Claim 3 further recites the limitation “selecting a fittest individual element from the population batch using the fitness score function” (emphasis added). The term “fittest” in claim 3 is a relative term which renders the claim indefinite. The term “fittest” is not defined by the claim, the specification does not provide a standard for ascertaining the requisite degree, and one of ordinary skill in the art would not be reasonably apprised of the scope of the invention. There is no ascertainable standard by which one determines a “fittest” element. Please explain. For examination purposes, the limitation will be interpreted to mean selecting an individual element based on a fitness score function. Appropriate correction is required.
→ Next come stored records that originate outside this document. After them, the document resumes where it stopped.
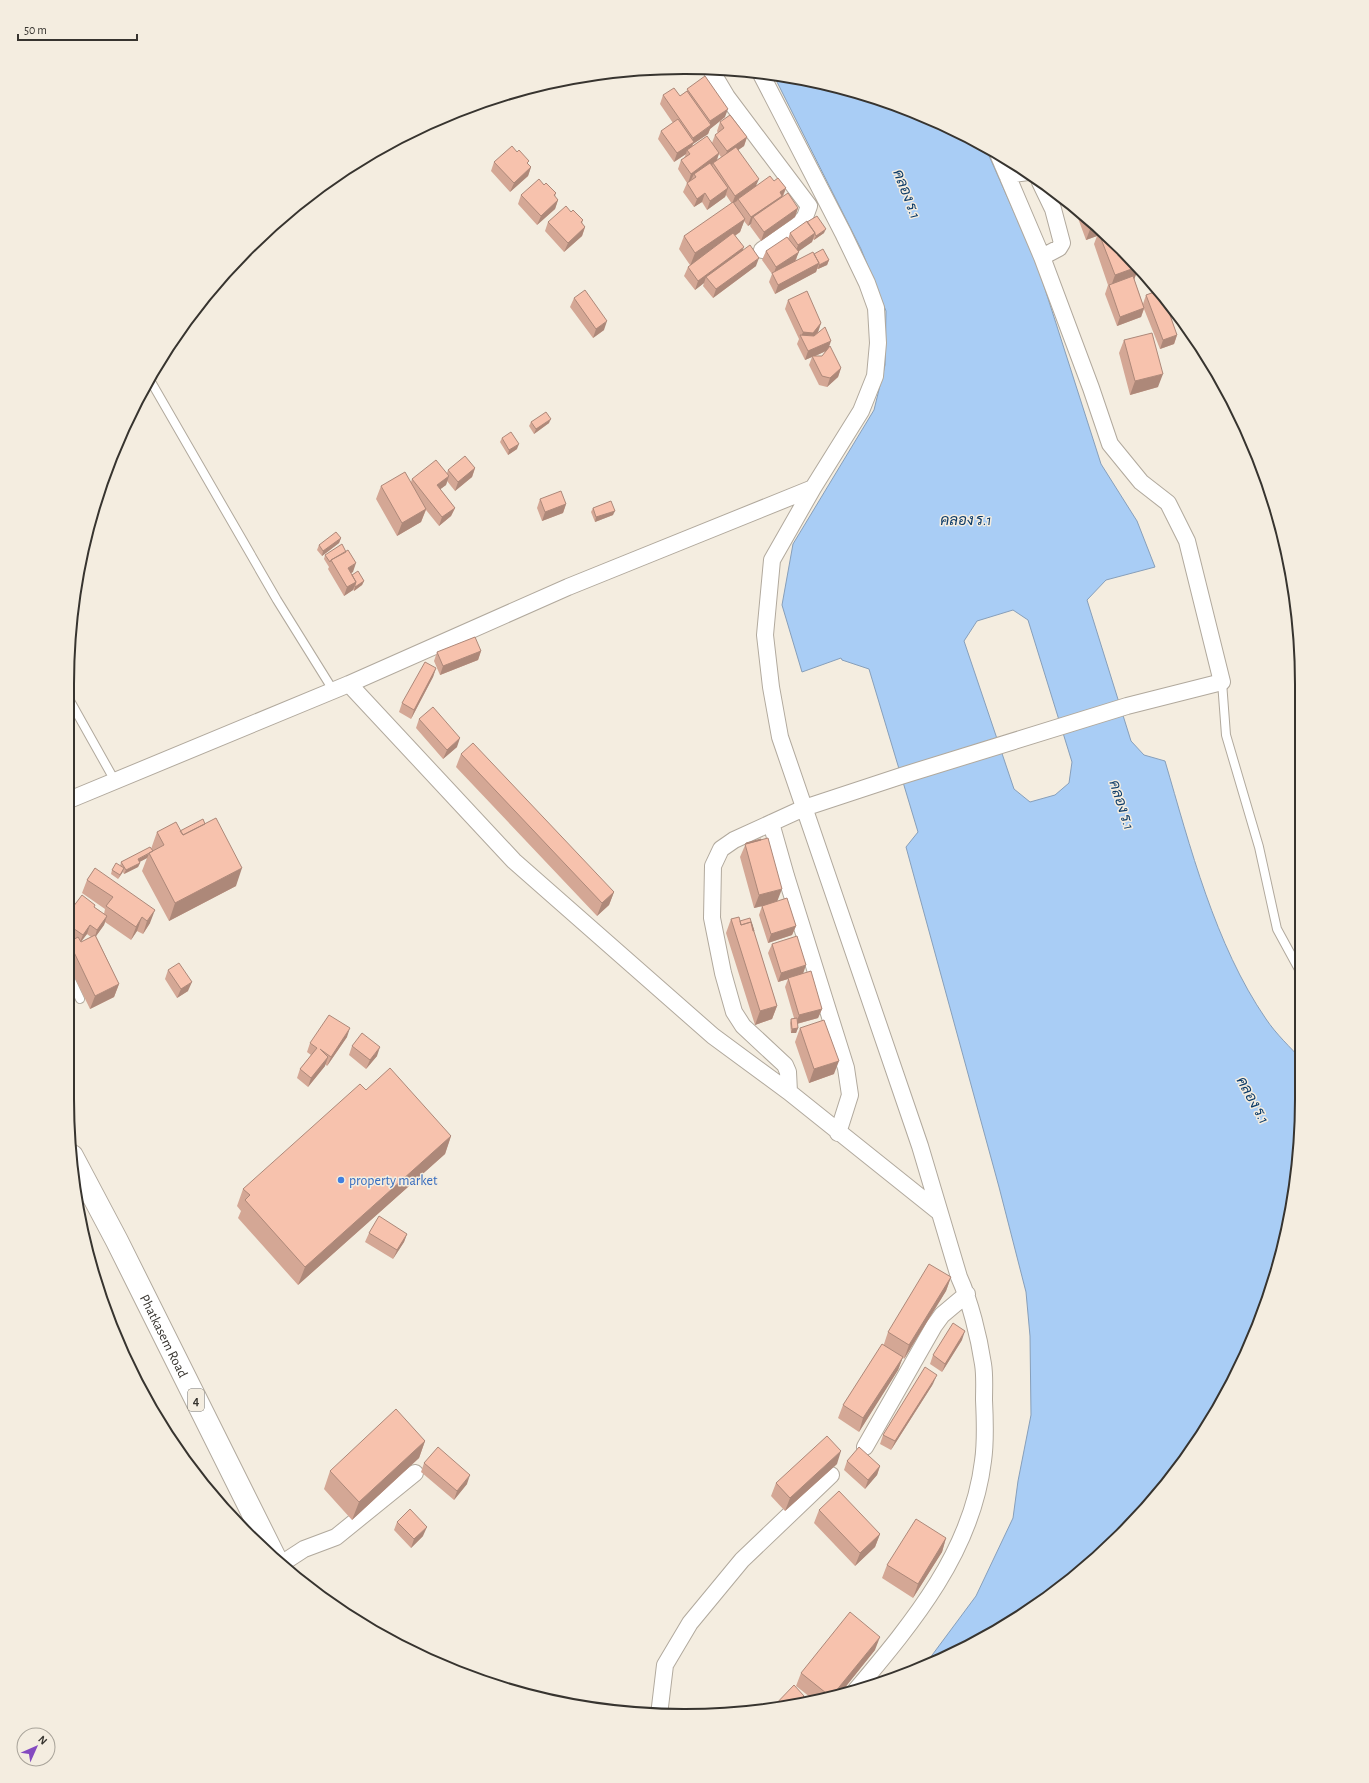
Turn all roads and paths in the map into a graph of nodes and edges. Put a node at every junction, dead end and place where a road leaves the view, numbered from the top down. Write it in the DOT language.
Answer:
graph roads {
  1 [pos="714,75"];
  2 [pos="764,79"];
  3 [pos="1002,164"];
  4 [pos="1018,173"];
  5 [pos="1007,175"];
  6 [pos="1045,192"];
  7 [pos="762,250"];
  8 [pos="1042,257"];
  9 [pos="153,385"];
  10 [pos="814,488"];
  11 [pos="1222,682"];
  12 [pos="349,684"];
  13 [pos="333,690"];
  14 [pos="74,708"];
  15 [pos="115,781"];
  16 [pos="74,798"];
  17 [pos="804,808"];
  18 [pos="771,823"];
  19 [pos="1295,962"];
  20 [pos="74,987"];
  21 [pos="80,1000"];
  22 [pos="789,1092"];
  23 [pos="838,1133"];
  24 [pos="78,1167"];
  25 [pos="939,1212"];
  26 [pos="967,1294"];
  27 [pos="865,1447"];
  28 [pos="415,1474"];
  29 [pos="831,1475"];
  30 [pos="268,1544"];
  31 [pos="286,1560"];
  32 [pos="862,1682"];
  33 [pos="660,1708"];
  1 -- 7 [label="street"];
  2 -- 10 [label="street"];
  3 -- 5 [label="street"];
  4 -- 5 [label="street"];
  5 -- 8 [label="street"];
  6 -- 8 [label="street"];
  8 -- 11 [label="street"];
  9 -- 13 [label="lane"];
  10 -- 12 [label="street"];
  10 -- 17 [label="street"];
  11 -- 17 [label="street"];
  11 -- 19 [label="lane"];
  12 -- 13 [label="street"];
  12 -- 22 [label="street"];
  13 -- 15 [label="street"];
  14 -- 15 [label="lane"];
  15 -- 16 [label="street"];
  17 -- 18 [label="street"];
  17 -- 25 [label="street"];
  18 -- 22 [label="street"];
  18 -- 23 [label="street"];
  20 -- 21 [label="lane"];
  22 -- 23 [label="street"];
  23 -- 25 [label="street"];
  24 -- 30 [label="highway, Phatkasem Road / 4"];
  25 -- 26 [label="street"];
  26 -- 27 [label="street"];
  26 -- 32 [label="street"];
  28 -- 31 [label="street"];
  29 -- 33 [label="street"];
}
Claim 3 further recites the limitation “updating the new individual element into the population batch and removing the least fit individual element from the population batch” (emphasis added). The term “least fit” in claim 3 is a relative term which renders the claim indefinite. The term “least fit” is not defined by the claim, the specification does not provide a standard for ascertaining the requisite degree, and one of ordinary skill in the art would not be reasonably apprised of the scope of the invention. There is no ascertainable standard by which one determines a “least fit” element. Please explain. For examination purposes, the limitation will be interpreted to mean removing an individual element based on a threshold. Appropriate correction is required.

Dependent claims 7 and 11 contain the same indefiniteness issues and are rejected under 35 USC § 112(b) for the same reasons as claim 3.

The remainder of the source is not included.